Sam lobbed their backup flare to him. He ditched the empty gun in his hand, caught the backup, turning and firing as Sam fired. A package of cartridges came sailing through the air but not to him. Zee caught it one-handed, had it opened, the first gun reloaded and slapped back in his hand before he could so much as say boo.

He looked at the reloaded flare gun in his hand blankly. Was this actually working?

~zzzzap~

He caught Sam's eye, and it was suddenly easy, really, to answer that brief grin that flashed across Sam's face. He raised his gun, and fired when Sam fired, old habits kicking in. Without looking back, he put his hand out behind him, feeling the swap-out of a reloaded gun against his palm. And it seemed like it should have taken longer than it did before Sam was asking, "Was that all of them?"

He felt outward, and felt nothing besides Sam.

"Yeah."

"We should call Garth." Sam gestured at the smoking piles of ash. "If their powers are always changing depending on what they ate, no wonder the others are having trouble with them."

He nodded absently.
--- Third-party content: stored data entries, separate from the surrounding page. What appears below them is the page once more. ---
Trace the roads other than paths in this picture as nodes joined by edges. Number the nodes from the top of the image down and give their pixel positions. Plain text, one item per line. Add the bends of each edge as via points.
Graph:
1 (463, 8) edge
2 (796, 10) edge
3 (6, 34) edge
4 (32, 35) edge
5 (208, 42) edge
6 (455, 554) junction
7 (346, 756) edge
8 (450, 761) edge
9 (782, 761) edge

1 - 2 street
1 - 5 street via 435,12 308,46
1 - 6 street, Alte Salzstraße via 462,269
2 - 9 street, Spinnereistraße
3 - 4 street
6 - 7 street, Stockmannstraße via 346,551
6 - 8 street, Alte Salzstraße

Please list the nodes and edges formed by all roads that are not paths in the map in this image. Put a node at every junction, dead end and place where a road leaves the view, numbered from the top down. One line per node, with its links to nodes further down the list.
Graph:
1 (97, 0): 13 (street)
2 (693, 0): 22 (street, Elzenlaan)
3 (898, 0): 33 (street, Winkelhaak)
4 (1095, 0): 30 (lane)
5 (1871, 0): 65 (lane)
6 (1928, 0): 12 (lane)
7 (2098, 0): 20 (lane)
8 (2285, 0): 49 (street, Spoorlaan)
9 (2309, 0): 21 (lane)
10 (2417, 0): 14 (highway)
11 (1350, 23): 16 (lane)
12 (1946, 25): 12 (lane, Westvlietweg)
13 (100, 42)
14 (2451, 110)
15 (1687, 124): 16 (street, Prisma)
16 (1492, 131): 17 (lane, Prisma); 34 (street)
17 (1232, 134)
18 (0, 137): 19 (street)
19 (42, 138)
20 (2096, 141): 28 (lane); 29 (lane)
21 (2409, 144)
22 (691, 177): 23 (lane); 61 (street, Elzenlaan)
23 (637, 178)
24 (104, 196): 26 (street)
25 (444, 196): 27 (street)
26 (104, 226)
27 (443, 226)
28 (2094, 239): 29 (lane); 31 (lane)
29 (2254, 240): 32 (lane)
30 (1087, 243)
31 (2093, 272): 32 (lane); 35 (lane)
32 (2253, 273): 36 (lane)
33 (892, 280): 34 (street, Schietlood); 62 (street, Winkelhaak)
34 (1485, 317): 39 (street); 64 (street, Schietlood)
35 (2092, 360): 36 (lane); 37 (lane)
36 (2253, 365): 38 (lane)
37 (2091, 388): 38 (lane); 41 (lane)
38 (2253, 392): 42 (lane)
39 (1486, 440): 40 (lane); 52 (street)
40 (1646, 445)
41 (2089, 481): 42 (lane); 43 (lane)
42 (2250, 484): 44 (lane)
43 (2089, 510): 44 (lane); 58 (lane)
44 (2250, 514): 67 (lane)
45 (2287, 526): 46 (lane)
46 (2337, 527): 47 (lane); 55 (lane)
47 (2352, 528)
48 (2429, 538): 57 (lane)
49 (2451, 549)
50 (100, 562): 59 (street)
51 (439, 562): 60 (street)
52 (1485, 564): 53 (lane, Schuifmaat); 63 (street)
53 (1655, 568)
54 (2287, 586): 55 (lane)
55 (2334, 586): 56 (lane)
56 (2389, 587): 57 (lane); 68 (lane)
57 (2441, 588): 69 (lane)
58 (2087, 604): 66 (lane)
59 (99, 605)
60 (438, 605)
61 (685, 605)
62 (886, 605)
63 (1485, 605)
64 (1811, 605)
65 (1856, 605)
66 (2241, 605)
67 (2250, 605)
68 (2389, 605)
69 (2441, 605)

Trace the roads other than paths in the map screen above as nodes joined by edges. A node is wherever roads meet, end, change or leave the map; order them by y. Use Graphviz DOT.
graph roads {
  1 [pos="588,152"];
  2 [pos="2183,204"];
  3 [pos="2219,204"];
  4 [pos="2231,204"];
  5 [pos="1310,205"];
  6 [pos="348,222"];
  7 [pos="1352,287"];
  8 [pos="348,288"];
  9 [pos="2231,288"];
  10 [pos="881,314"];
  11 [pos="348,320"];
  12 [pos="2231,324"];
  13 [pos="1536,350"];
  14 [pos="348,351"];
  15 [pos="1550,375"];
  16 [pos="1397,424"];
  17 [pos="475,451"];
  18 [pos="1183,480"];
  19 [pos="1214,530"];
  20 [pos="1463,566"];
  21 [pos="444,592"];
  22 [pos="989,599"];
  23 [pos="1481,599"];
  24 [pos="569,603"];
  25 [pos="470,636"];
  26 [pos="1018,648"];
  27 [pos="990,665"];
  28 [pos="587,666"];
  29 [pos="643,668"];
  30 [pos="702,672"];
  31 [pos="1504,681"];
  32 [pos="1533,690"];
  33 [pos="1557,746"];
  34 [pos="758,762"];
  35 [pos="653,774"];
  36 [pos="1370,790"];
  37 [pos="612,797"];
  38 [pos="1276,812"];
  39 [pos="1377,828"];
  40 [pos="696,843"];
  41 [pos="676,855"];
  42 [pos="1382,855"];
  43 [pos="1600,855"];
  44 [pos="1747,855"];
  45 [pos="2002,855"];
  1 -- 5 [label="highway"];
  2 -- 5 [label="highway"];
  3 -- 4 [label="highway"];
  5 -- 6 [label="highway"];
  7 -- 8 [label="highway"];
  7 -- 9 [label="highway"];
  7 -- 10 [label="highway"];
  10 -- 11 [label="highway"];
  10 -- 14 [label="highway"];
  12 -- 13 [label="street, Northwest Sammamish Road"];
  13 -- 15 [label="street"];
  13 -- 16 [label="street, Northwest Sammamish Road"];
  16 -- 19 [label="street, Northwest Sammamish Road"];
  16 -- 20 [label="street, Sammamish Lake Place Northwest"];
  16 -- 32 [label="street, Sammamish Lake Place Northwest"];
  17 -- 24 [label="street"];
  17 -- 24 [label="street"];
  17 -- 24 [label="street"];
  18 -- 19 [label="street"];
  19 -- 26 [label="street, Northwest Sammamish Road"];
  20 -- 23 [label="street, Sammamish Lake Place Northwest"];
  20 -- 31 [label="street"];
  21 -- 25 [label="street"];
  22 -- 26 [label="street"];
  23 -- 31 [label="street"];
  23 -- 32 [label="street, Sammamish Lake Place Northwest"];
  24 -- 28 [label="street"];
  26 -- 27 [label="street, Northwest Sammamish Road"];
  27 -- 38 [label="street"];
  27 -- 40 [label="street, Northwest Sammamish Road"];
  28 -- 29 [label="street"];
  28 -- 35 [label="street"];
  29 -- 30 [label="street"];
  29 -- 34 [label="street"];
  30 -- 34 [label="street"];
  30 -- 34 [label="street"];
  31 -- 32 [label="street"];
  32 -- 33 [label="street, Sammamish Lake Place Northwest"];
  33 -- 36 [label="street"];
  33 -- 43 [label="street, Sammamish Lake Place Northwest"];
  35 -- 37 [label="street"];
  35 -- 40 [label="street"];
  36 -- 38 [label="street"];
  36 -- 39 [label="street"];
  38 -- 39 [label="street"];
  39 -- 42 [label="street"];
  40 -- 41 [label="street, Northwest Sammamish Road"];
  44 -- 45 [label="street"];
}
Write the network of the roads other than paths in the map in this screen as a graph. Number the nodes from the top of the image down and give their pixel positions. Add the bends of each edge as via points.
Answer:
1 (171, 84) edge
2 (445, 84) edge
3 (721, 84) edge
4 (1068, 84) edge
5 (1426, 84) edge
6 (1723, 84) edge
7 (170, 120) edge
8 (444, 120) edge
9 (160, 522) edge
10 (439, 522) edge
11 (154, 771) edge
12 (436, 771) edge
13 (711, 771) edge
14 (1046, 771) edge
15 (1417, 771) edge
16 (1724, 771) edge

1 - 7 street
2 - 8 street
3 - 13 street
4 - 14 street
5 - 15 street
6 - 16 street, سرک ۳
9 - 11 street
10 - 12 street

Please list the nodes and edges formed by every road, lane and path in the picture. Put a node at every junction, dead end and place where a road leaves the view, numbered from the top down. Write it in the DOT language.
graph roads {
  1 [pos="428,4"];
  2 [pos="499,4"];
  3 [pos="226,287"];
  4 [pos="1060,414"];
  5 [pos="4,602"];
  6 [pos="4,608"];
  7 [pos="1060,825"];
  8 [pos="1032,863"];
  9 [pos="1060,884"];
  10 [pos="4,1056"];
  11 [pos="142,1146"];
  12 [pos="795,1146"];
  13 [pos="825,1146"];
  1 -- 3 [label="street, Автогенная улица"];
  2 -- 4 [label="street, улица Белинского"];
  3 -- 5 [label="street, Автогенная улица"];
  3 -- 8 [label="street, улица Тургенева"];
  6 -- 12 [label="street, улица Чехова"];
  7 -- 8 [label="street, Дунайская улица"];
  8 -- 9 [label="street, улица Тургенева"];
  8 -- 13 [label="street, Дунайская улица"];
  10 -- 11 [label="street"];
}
The back of his neck prickled. He turned around.

"What?"

She was glaring at him, at the back of his neck, as if the angry red welt streaking across his skin offended her personally. Her gaze skimmed up to his cheek, where he could feel the sting of another burn. It was just rock salt, and he was a demon, and what did she expect? With a careless thought he fixed it, everything as good as new again. He opened his mouth to tell her just that, when she stepped into his space and traced a finger over his newly healed skin.

He froze.

"You're an idiot." She informed him bluntly.

He could feel the touch all the way down to his toes. He held his breath, to keep himself from doing what he wanted to do. He didn't know if he was disappointed or relieved when she moved the finger against his skin and poked him in the chest with it.

"It's rock. salt." She bit the words out with spaces as if he were a particular brand of slow. "And I'm well aware of how to bloody duck. Next time…"

Next time?

"…can the heroics."

Fire. He wanted a taste of it. He licked his lips and watched her watching him, the bloom of awareness sudden in her eyes. Hastily she stepped back, as if it would lessen the building charge, and it really didn't. It was folly, all of this, all of this that Sam was trying to engineer, and he took a step back himself, trying to tamp down his not-heart racing in his chest.